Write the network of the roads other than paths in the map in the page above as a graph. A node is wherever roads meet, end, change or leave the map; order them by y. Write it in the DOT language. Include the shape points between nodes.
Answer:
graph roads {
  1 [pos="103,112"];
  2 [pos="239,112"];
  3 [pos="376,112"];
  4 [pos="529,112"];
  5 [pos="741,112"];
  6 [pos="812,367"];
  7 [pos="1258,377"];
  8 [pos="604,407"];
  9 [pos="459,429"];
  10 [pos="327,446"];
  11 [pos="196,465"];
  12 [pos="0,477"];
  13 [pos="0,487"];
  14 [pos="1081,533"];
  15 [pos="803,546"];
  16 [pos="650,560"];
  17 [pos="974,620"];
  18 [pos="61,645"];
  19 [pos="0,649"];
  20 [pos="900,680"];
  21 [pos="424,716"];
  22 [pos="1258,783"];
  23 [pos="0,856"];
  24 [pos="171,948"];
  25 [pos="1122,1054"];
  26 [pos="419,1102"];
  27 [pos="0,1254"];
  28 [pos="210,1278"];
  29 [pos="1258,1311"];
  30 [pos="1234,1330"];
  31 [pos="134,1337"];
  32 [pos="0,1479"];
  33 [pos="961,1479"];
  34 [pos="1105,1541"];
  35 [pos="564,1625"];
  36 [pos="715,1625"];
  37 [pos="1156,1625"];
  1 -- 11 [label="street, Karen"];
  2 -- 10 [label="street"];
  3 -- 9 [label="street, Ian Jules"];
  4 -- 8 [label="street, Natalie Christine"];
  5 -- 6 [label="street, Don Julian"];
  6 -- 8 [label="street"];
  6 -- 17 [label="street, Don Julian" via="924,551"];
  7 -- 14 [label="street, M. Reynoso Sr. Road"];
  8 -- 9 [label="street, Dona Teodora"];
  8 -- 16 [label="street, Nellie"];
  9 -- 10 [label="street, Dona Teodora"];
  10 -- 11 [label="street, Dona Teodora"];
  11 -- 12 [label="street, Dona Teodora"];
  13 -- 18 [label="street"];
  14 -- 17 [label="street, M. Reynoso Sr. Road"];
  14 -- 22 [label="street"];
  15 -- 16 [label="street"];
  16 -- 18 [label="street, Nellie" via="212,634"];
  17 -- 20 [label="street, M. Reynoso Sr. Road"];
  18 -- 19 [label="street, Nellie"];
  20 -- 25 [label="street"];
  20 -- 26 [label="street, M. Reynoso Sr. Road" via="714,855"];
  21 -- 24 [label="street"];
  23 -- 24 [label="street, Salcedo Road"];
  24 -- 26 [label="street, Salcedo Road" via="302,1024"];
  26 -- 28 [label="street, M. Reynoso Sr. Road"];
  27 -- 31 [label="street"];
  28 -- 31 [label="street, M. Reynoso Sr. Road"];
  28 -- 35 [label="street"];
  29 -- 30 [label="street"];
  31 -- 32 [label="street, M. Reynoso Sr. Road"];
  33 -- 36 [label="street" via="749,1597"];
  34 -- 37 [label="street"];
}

..........

• TASK DESCRIPTION: Copy the full listing verbatim.

• RESPONSE AREA:
Write the network of the roads other than paths in the map in the page above as a graph. A node is wherever roads meet, end, change or leave the map; order them by y. Write it in the DOT language. Include the shape points between nodes.
Answer:
graph roads {
  1 [pos="103,112"];
  2 [pos="239,112"];
  3 [pos="376,112"];
  4 [pos="529,112"];
  5 [pos="741,112"];
  6 [pos="812,367"];
  7 [pos="1258,377"];
  8 [pos="604,407"];
  9 [pos="459,429"];
  10 [pos="327,446"];
  11 [pos="196,465"];
  12 [pos="0,477"];
  13 [pos="0,487"];
  14 [pos="1081,533"];
  15 [pos="803,546"];
  16 [pos="650,560"];
  17 [pos="974,620"];
  18 [pos="61,645"];
  19 [pos="0,649"];
  20 [pos="900,680"];
  21 [pos="424,716"];
  22 [pos="1258,783"];
  23 [pos="0,856"];
  24 [pos="171,948"];
  25 [pos="1122,1054"];
  26 [pos="419,1102"];
  27 [pos="0,1254"];
  28 [pos="210,1278"];
  29 [pos="1258,1311"];
  30 [pos="1234,1330"];
  31 [pos="134,1337"];
  32 [pos="0,1479"];
  33 [pos="961,1479"];
  34 [pos="1105,1541"];
  35 [pos="564,1625"];
  36 [pos="715,1625"];
  37 [pos="1156,1625"];
  1 -- 11 [label="street, Karen"];
  2 -- 10 [label="street"];
  3 -- 9 [label="street, Ian Jules"];
  4 -- 8 [label="street, Natalie Christine"];
  5 -- 6 [label="street, Don Julian"];
  6 -- 8 [label="street"];
  6 -- 17 [label="street, Don Julian" via="924,551"];
  7 -- 14 [label="street, M. Reynoso Sr. Road"];
  8 -- 9 [label="street, Dona Teodora"];
  8 -- 16 [label="street, Nellie"];
  9 -- 10 [label="street, Dona Teodora"];
  10 -- 11 [label="street, Dona Teodora"];
  11 -- 12 [label="street, Dona Teodora"];
  13 -- 18 [label="street"];
  14 -- 17 [label="street, M. Reynoso Sr. Road"];
  14 -- 22 [label="street"];
  15 -- 16 [label="street"];
  16 -- 18 [label="street, Nellie" via="212,634"];
  17 -- 20 [label="street, M. Reynoso Sr. Road"];
  18 -- 19 [label="street, Nellie"];
  20 -- 25 [label="street"];
  20 -- 26 [label="street, M. Reynoso Sr. Road" via="714,855"];
  21 -- 24 [label="street"];
  23 -- 24 [label="street, Salcedo Road"];
  24 -- 26 [label="street, Salcedo Road" via="302,1024"];
  26 -- 28 [label="street, M. Reynoso Sr. Road"];
  27 -- 31 [label="street"];
  28 -- 31 [label="street, M. Reynoso Sr. Road"];
  28 -- 35 [label="street"];
  29 -- 30 [label="street"];
  31 -- 32 [label="street, M. Reynoso Sr. Road"];
  33 -- 36 [label="street" via="749,1597"];
  34 -- 37 [label="street"];
}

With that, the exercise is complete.